Dirigidos por los artilleros Antonio Bernal, Juan Cárdenas y Domingo Torres, trabajaron desde que se puso el sol del primer día del combate fluvial, en cambiar los caños de tacuaruzú, que estaban destruidos por los disparos efectuados; solo resistían dos o tres disparos. Al amanecer del día siguiente, los nuevos cañones de tacuaruzú y las catapultas que arrojaban piedras y troncos ardientes estaban listas para ser usadas, y los arcabuces recargados.

Los días posteriores fueron de intensa y desordenada lucha, pero los enfrentamientos fueron totalmente distintos al primer día, ahora el enfrentamiento ocurría en la selva.

Los Bandeirantes tardaron más de un día en reorganizarse y volver a colocar en movimiento balsas y canoas, en menor número por las pérdidas sufridas, y a pesar de su bravura y de que estaban prevenidos, el río seguía siendo dominado por la artillería, flecheros y arcabuceros que seguían atacando desde la costa y desde las canoas. Contaban con mayor disponibilidad de canoas que recuperaron en la batalla principal, el par de cañones de tacuaruzú ganaba en puntería y generaba pánico en los balseros y canoeros por su inusual estampido y poder de destrucción, del mismo modo lo hacía el cañoncito de metal.

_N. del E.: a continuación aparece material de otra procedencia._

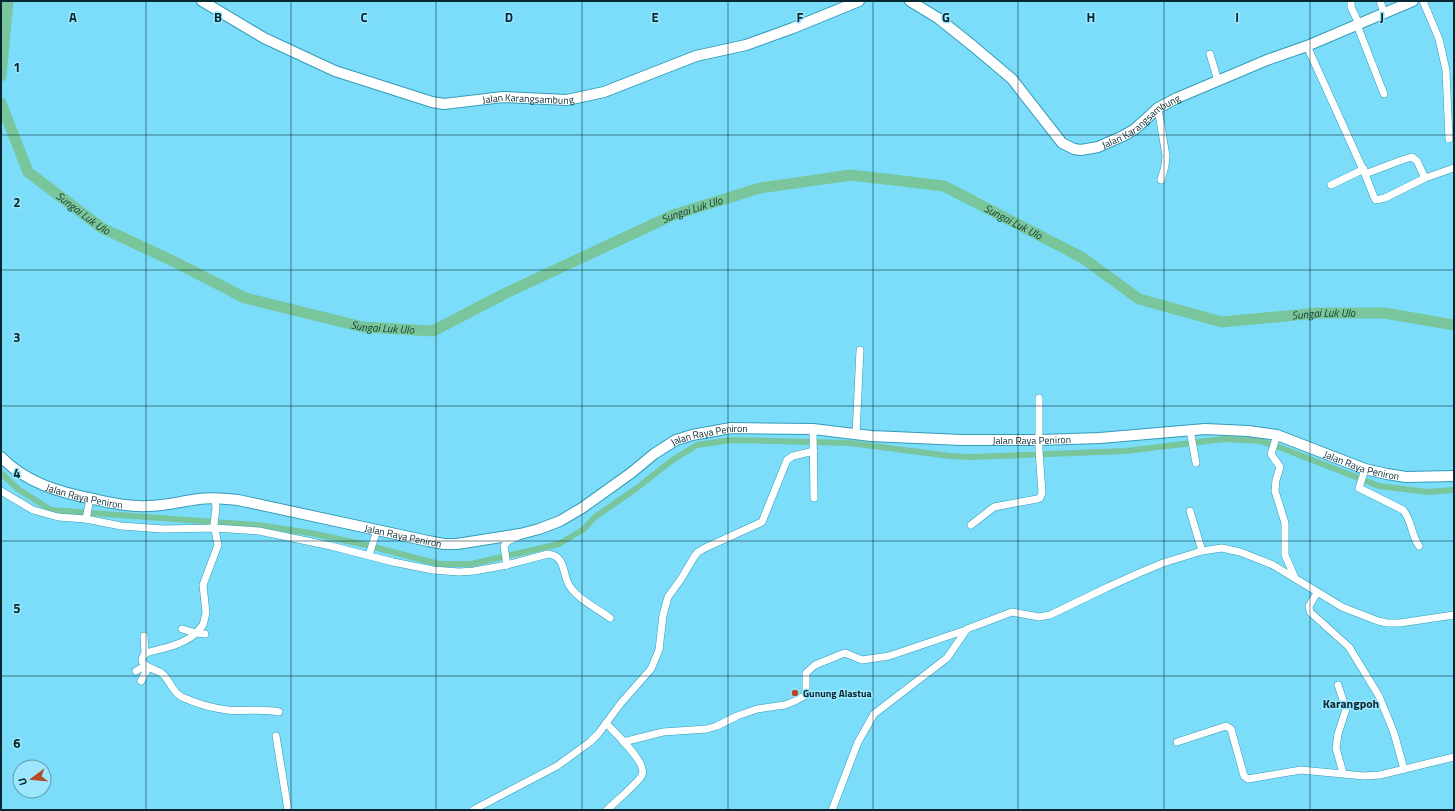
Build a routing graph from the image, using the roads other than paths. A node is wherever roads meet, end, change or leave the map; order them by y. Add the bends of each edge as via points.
1 (202, 1) edge
2 (859, 1) edge
3 (910, 1) edge
4 (1351, 1) edge
5 (1413, 1) edge
6 (1423, 1) edge
7 (1382, 7) edge
8 (1358, 23) junction
9 (1307, 46) junction
10 (1210, 54) dead end
11 (1218, 80) junction
12 (1384, 94) dead end
13 (1158, 108) junction
14 (1449, 139) dead end
15 (1454, 168) edge
16 (1364, 171) junction
17 (1425, 178) junction
18 (1161, 180) dead end
19 (1331, 185) dead end
20 (860, 350) dead end
21 (1039, 398) dead end
22 (813, 434) junction
23 (856, 434) junction
24 (1190, 434) junction
25 (1276, 440) junction
26 (1039, 445) junction
27 (814, 449) junction
28 (1, 457) edge
29 (1196, 463) dead end
30 (1364, 472) junction
31 (1454, 476) edge
32 (1, 491) edge
33 (215, 498) junction
34 (814, 498) dead end
35 (90, 501) junction
36 (1190, 511) dead end
37 (86, 518) junction
38 (971, 525) dead end
39 (214, 526) junction
40 (375, 534) junction
41 (520, 534) junction
42 (1420, 546) dead end
43 (1202, 551) junction
44 (370, 553) junction
45 (507, 563) junction
46 (1295, 578) junction
47 (1317, 592) junction
48 (1454, 615) edge
49 (610, 618) dead end
50 (182, 629) dead end
51 (967, 629) junction
52 (196, 633) junction
53 (205, 634) dead end
54 (144, 636) dead end
55 (145, 654) junction
56 (147, 667) junction
57 (136, 671) dead end
58 (141, 681) dead end
59 (1338, 685) dead end
60 (279, 712) dead end
61 (606, 723) junction
62 (276, 736) dead end
63 (623, 742) junction
64 (1177, 742) dead end
65 (1454, 757) edge
66 (1404, 769) junction
67 (1343, 773) junction
68 (288, 810) edge
69 (473, 810) edge
70 (607, 810) edge
71 (832, 810) edge

1 - 2 main road, Jalan Karangsambung via 264,38 335,71 444,104 503,97 567,100 588,96 696,56 746,45
3 - 13 main road, Jalan Karangsambung via 938,18 1012,79 1055,136 1074,149 1094,148 1123,136 1135,129
4 - 8 street
5 - 7 main road, Jalan Karangsambung
6 - 14 street via 1439,39 1446,70
7 - 8 main road, Jalan Karangsambung
8 - 9 main road, Jalan Karangsambung
8 - 12 street
9 - 11 main road, Jalan Karangsambung
9 - 16 street
10 - 11 street
11 - 13 main road, Jalan Karangsambung
13 - 18 street via 1166,156
15 - 17 street
16 - 17 street via 1412,157
16 - 17 street via 1376,200
16 - 19 street
20 - 23 street
21 - 26 street
22 - 23 main road, Jalan Raya Peniron
22 - 27 street
22 - 41 main road, Jalan Raya Peniron via 731,428 686,436 654,454 631,474 568,517
23 - 26 main road, Jalan Raya Peniron
24 - 25 main road, Jalan Raya Peniron via 1204,429 1242,430
24 - 26 main road, Jalan Raya Peniron via 1100,438
24 - 29 street
25 - 30 main road, Jalan Raya Peniron
25 - 46 street via 1272,453 1280,467 1275,491 1285,523 1285,554
26 - 38 street via 1042,493 1040,498 992,507
27 - 34 street
27 - 61 street via 787,460 762,522 705,548 694,557 668,597 659,650 651,669
28 - 35 main road, Jalan Raya Peniron via 22,475 46,487
30 - 31 main road, Jalan Raya Peniron via 1406,477
30 - 42 street via 1359,488 1405,511 1415,541
32 - 37 street via 34,511 58,517
33 - 35 main road, Jalan Raya Peniron via 149,506 125,506
33 - 39 street
33 - 40 main road, Jalan Raya Peniron via 238,500
35 - 37 street
36 - 43 street
37 - 39 street via 121,526 163,529
39 - 44 street via 259,531
39 - 52 street via 218,545 203,585 206,613 203,624
40 - 41 main road, Jalan Raya Peniron via 451,545
40 - 44 street
41 - 45 street via 506,542 504,548
43 - 46 street via 1222,548 1240,552 1273,565
43 - 51 street via 1108,586 1050,615 1039,617 1014,612
44 - 45 street via 393,562 459,572 474,572
45 - 49 street via 548,554 558,557 574,593
46 - 47 street
47 - 48 street via 1342,607 1387,624
47 - 66 street via 1309,606 1310,612 1350,647 1379,696 1394,732
50 - 52 street
51 - 63 street via 889,656 862,660 845,653 815,665 806,673 806,693 795,702 750,711 707,729 663,732
51 - 71 street via 947,658 874,714 858,742
52 - 53 street
52 - 55 street via 182,642
54 - 55 street
55 - 56 street via 143,660
56 - 57 street
56 - 58 street
56 - 60 street via 164,675 180,697 227,710
59 - 67 street via 1346,709 1336,748
61 - 63 street
61 - 69 street via 590,742 557,766
62 - 68 street
63 - 70 street via 640,762 643,771 639,779
64 - 67 street via 1226,726 1231,729 1244,776 1248,779 1301,770
65 - 66 street
66 - 67 street via 1380,775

Después del fracaso del segundo intento de seguir por el río, los Bandeirantes se vieron obligados a abandonar las balsas, ya tenían pocas canoas; los Bandeirantes que aún seguían en lucha se internaron en la selva buscando el campamento de Acaraguá. Otra vez, tuvieron determinante participación los caciques y los guaraníes en la encarnizada lucha cuerpo a cuerpo en la selva, con flechas, cuchillas y lanzas, en una real e intuitiva práctica de guerra de guerrilla, beneficiados por el conocimiento del terreno, también con mejor información, por el intenso y arriesgado movimiento de los espías. En esos feroces encuentros tanto Ñeenguirú como Abiarú, fueron tomados prisioneros, y posteriormente rescatados.

El sábado 16 de marzo de 1641, los Bandeirantes enviaron una carta para rendirse sin condicionamientos, y fue rechazada principalmente por la incidencia de los caciques. El joven e intrépido cacique Ignacio Abiarú, y el cacique Nicolás Ñeenguirú, prudente y sabio, tomaron la carta y la destruyeron en presencia de los jesuitas y los indios que se encontraban en el campamento, generando euforia y determinación en todos.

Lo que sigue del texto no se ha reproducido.